GOOD EATS: COCKTAILS AND CUISINE
Jakes’ open-air, on-site restaurant is next to the pool, where guests sit at small wooden tables and dine on grilled seafood, soups, salads and other items you’ll find scribbled on a chalkboard. You can also travel off property to Jakes’ other restaurant, Jack Sprat, which is a casual neighborhood spot on Treasure Beach that is known for its pizza with toppings like lobster and jerk chicken, and a delicious jerk crab. The vibe here is seriously laidback. You’ll likely hear Bob Marley tunes blaring, and find a happy commingling of locals and travelers drawn to the food, the prices and the views overlooking the beach.
Jakes also manages and operates another restaurant, Lovers Leap, about a half-hour drive away.

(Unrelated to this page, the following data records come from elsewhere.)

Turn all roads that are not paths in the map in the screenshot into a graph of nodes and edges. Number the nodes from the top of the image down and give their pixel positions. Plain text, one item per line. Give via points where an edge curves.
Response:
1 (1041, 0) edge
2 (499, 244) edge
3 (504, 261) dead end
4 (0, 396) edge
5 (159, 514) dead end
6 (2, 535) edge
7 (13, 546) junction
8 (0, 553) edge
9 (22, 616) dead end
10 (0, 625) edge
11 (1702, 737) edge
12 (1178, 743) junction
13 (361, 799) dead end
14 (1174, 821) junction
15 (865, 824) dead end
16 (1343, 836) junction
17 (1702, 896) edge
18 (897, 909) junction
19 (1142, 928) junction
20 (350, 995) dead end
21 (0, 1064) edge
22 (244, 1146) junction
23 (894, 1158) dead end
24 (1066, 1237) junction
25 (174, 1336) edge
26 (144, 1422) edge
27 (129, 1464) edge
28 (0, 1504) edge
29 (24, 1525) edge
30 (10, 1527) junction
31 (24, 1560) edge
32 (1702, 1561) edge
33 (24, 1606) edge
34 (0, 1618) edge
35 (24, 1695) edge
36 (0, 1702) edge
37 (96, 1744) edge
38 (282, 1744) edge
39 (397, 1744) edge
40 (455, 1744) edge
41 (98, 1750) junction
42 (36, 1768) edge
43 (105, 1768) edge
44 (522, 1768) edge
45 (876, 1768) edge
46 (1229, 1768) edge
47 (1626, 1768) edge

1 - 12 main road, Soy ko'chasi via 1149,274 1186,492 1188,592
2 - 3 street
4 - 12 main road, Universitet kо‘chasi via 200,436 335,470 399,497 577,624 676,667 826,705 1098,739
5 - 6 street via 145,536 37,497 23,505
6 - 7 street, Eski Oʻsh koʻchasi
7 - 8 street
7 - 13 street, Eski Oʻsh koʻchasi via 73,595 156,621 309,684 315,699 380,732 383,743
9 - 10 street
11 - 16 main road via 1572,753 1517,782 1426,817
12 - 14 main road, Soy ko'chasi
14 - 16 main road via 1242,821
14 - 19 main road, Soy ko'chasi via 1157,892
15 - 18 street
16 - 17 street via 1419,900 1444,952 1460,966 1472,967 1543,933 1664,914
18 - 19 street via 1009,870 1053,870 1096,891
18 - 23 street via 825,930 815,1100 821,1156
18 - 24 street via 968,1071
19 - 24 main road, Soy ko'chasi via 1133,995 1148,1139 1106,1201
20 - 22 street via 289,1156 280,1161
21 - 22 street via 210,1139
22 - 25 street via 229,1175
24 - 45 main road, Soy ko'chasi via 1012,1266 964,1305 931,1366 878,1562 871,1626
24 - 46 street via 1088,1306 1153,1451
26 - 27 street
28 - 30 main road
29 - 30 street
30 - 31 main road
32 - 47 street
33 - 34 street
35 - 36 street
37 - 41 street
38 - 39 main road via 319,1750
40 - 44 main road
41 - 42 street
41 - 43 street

According to legend, the historic property was named after the star-crossed lovers who, in the 18th-century, leapt 1,700-feet to their deaths rather than be torn apart by a jealous plantation owner.
The view from its deck out onto the sea below is stunning, but hold onto your hat. It can be windy up there! The menu is listed on the chalkboard inside: it’s classic Jamaican, with dishes like oxtail, cod fritters and bammy (cassava flatbread). The food is good, but the main draw is the view.
BRAGGING RIGHTS: WHAT ELSE HAS IT GOT?
Follow the winding paths and you’ll come to a games room with a TV, lined bookshelves and board games. You’ll find the Driftwood Spa overlooking the water, where you can take a yoga classes, have a massage al fresco or get an energizing coffee and brown sugar scrub. If you are looking for romance, they have private dining available in a thatched gazebo.
A FEW OF OUR FAVORITE THINGS: WHAT STOOD OUT?
Although I didn’t bring my kids on this visit, I would another time. You won’t find an Xbox, video games or organized group activities. Instead, play comes in its most natural form, like catching crabs, hiking, and swimming in the pool or at the beach.
I loved this place, both for what it has on property and is available off. The Calabash International Literary Festival, cofounded by Sally’s daughter Justine Henzell, is held at Jakes every two years, drawing heavyweights like Salman Rushdie, Michael Ondaatje and Zadie Smith.
Every year, there is an off-road triathlon that has been rated one of the top five in the world. There is a popular fishing tournament. And you can visit a local herbalist for a pre-massage steam bath in a small rustic cabin where you breathe in the aroma of herbs in a hot cauldron on the floor. You can also go out in a fishing boat to the famous Pelican Bar, a rickety wooden structure built on stilts on a sandbar in the middle of the ocean. It’s a unique destination for a rum punch or beer.
IF WE COULD CHANGE ONE THING
I would fix the road that leads from the airport to the hotel, fill in the potholes, and make those windy roads a little bit straighter. But on second thought, if you make this hotel too easy to get to, it will no longer be a destination for the off-the-beaten path traveler. So I take that back. I wouldn’t change a thing.
We found rooms in December starting at US $95.